DU CONGRÈS des Peuples d’Orient ou de Bakou en Azerbaïdjan (du 1er au 8 septembre 1920) en passant par la Conférence de Bandoeng en Indonésie (du 18 au 24 avril 1955), l’irruption du Tiers-Monde sur la scène internationale, l’affirmation des luttes anti-impérialistes, la décolonisation, l’entrée en lice de la globalisation et désormais du processus de déglobalisation vers un monde multipolaire, c’est en effet un cadre historique particulièrement bruissant d’agitation, de fureurs et de bouleversements qu’aura étudié l’économiste franco-égyptien par son analyse très critique du système économique mondial et son engagement en faveur des pays que l’économiste Alfred Sauvy avait rangés en 1952 sous le vocable de Tiers-Monde.
Contrairement à ce que l’on pense communément, il ne s’agissait pas de définir par là un troisième ensemble de nations à côté des deux blocs (capitaliste et soviétique) en guerre froide, mais de désigner l’ensemble des pays pauvres, « pays émergents », « pays en développement », « pays les moins avancés » de tous les continents, y compris d’Europe.
Si après la décolonisation et la Conférence de Bandoeng, certains de ces pays se sont regroupés au sein du Mouvement des non-alignés dont le lointain avatar, passé là encore le mouvement alter-mondialiste, est désormais repris dans le mouvement des BRICs, il reste que celui qui portait haut la voix et la défense des pays dits du « Sud » n’aura eu de cesse durant toute sa vie (Samir Amin est né au Caire en 1931, d’un père égyptien copte et d’une mère française, tous deux médecins) de dénoncer les mécanismes et les rouages d’une économie mondiale qui renvoyait et maintenait des pays et des nations pauvres dans ce que l’on appelait dans les années soixante et soixante-dix du XXe siècle « la marginalisation de la périphérie ».
Que les concepts et les combats aient vieilli en même temps que celui qui en assurait la dénonciation et offrait les moyens d’y remédier n’a rien de surprenant ; il reste toutefois que la vigilance de l’intéressé et l’acuité d’esprit dont il aura fait preuve lui auront permis, comme à tous ceux qu’intéresse son parcours, d’étudier en profondeur toutes les questions qui se sont posées aux pays dits en développement, à ceux qui seront finalement entrés dans le groupe des économies émergentes jusqu’à l’analyse de l’islamisme et du néolibéralisme.
Quelques nuances
« Un baobab est tombé », a écrit le professeur Saliou Sy de l’École de Dakar en hommage à l’économiste franco-égyptien qui résidait au Sénégal depuis plus de 40 ans.
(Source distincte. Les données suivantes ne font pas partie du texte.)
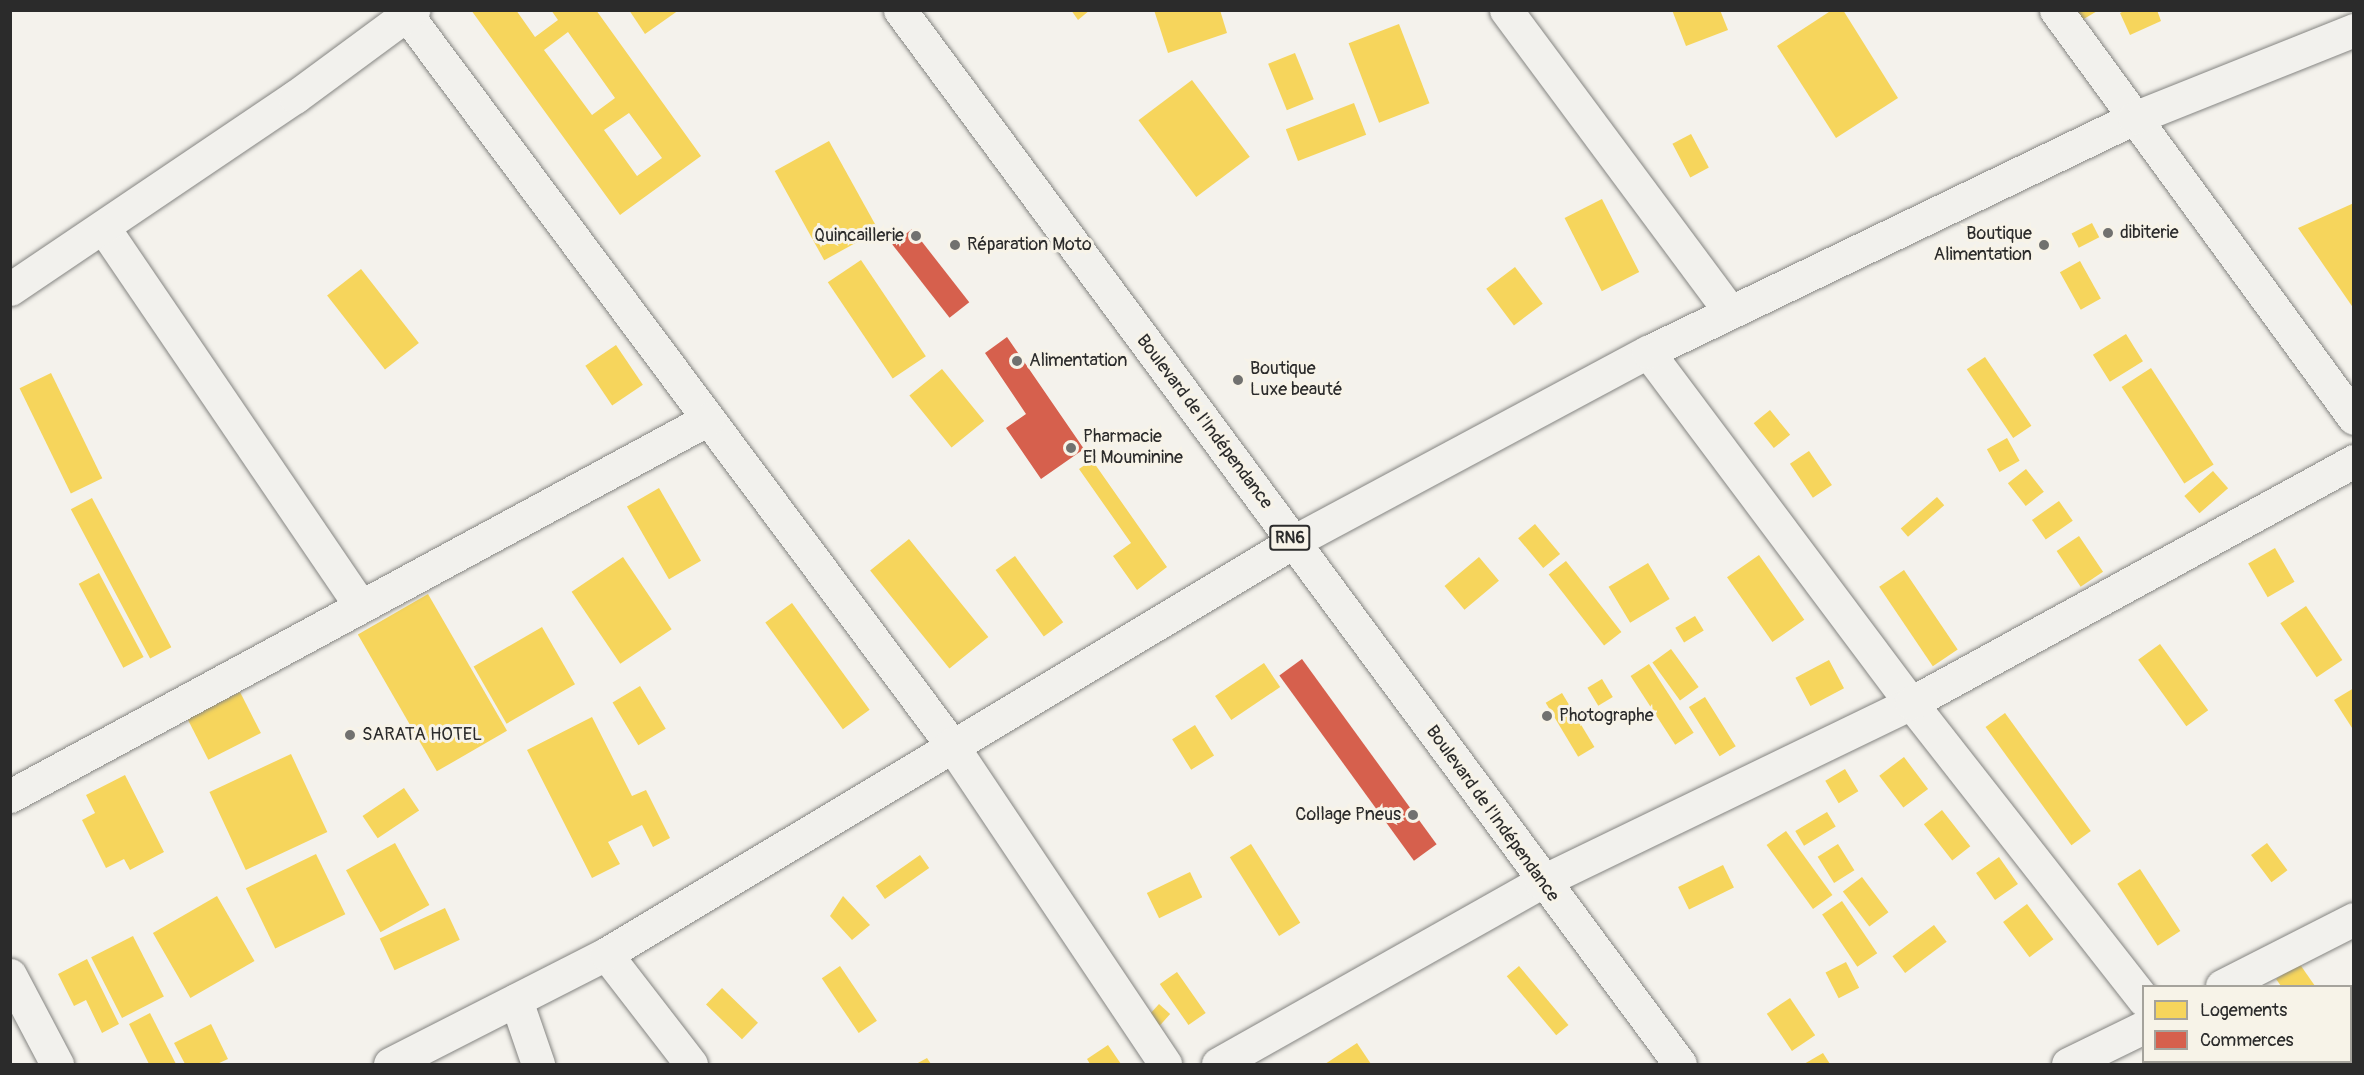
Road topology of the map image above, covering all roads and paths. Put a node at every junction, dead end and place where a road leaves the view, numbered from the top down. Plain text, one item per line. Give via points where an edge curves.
1 (900, 10) edge
2 (1506, 10) edge
3 (2056, 10) edge
4 (410, 13) edge
5 (2354, 30) edge
6 (2134, 117) junction
7 (103, 227) junction
8 (10, 289) edge
9 (1730, 312) junction
10 (1647, 352) junction
11 (708, 418) junction
12 (2354, 418) edge
13 (2354, 461) edge
14 (1293, 542) junction
15 (361, 606) junction
16 (1911, 703) junction
17 (951, 744) junction
18 (10, 796) edge
19 (1541, 882) junction
20 (2354, 919) edge
21 (606, 954) junction
22 (10, 975) edge
23 (2226, 985) edge
24 (2142, 997) edge
25 (516, 1000) junction
26 (2142, 1028) edge
27 (57, 1065) edge
28 (390, 1065) edge
29 (538, 1065) edge
30 (691, 1065) edge
31 (1165, 1065) edge
32 (1218, 1065) edge
33 (1680, 1065) edge
34 (2067, 1065) edge

1 - 14 main road, Boulevard de l'Indépendance / RN6
2 - 9 main road
3 - 6 main road
4 - 7 main road via 295,97
4 - 11 main road
5 - 6 main road
6 - 9 main road
6 - 12 main road
7 - 8 main road
7 - 15 main road
9 - 10 main road
10 - 14 main road
10 - 16 main road
11 - 15 main road
11 - 17 main road
13 - 16 main road
14 - 17 main road
14 - 19 main road, Boulevard de l'Indépendance / RN6
15 - 18 main road
16 - 19 main road
16 - 24 main road
17 - 21 main road
17 - 31 main road
19 - 32 main road
19 - 33 main road, Boulevard de l'Indépendance / RN6
20 - 23 main road
21 - 25 main road
21 - 30 main road
22 - 27 main road
25 - 28 main road
25 - 29 main road
26 - 34 main road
Certes, Samir Amin a effectivement bouleversé le monde de l’économie du développement avec son ouvrage majeur intitulé : « Le développement inégal. Essai sur les formations sociales du capitalisme périphérique, Paris, Éd. de Minuit », paru en 1973, dans lequel il analysait les modes de production tributaire à la périphérie et le mode de production capitaliste au centre.
Cet ouvrage important qui a effectivement propulsé son auteur dans le champ antimondialiste (lequel deviendra deux décennies plus tard l’altermondialisme), laisse en pleurs les cercles progressistes du Nord et du Sud désormais orphelins.
Il me semble pourtant – mais je puis me tromper -, que c’est sans doute à tort ou à tout le moins de manière un peu excessive que l’on aura présenté Samir Amin comme la « star » de l’altermondialisme, confondant par militantisme idéologique son approche marxiste ou marxisante de l’étude qu’il aura conduite de toutes les séquelles du colonialisme avec une approche et une analyse beaucoup plus profondes et exemptes de parti-pris de l’économie-monde et de ce que l’on aura appelé la mondialisation ou globalisation économique, laquelle n’aura été qu’un temps dans l’histoire même du capitalisme.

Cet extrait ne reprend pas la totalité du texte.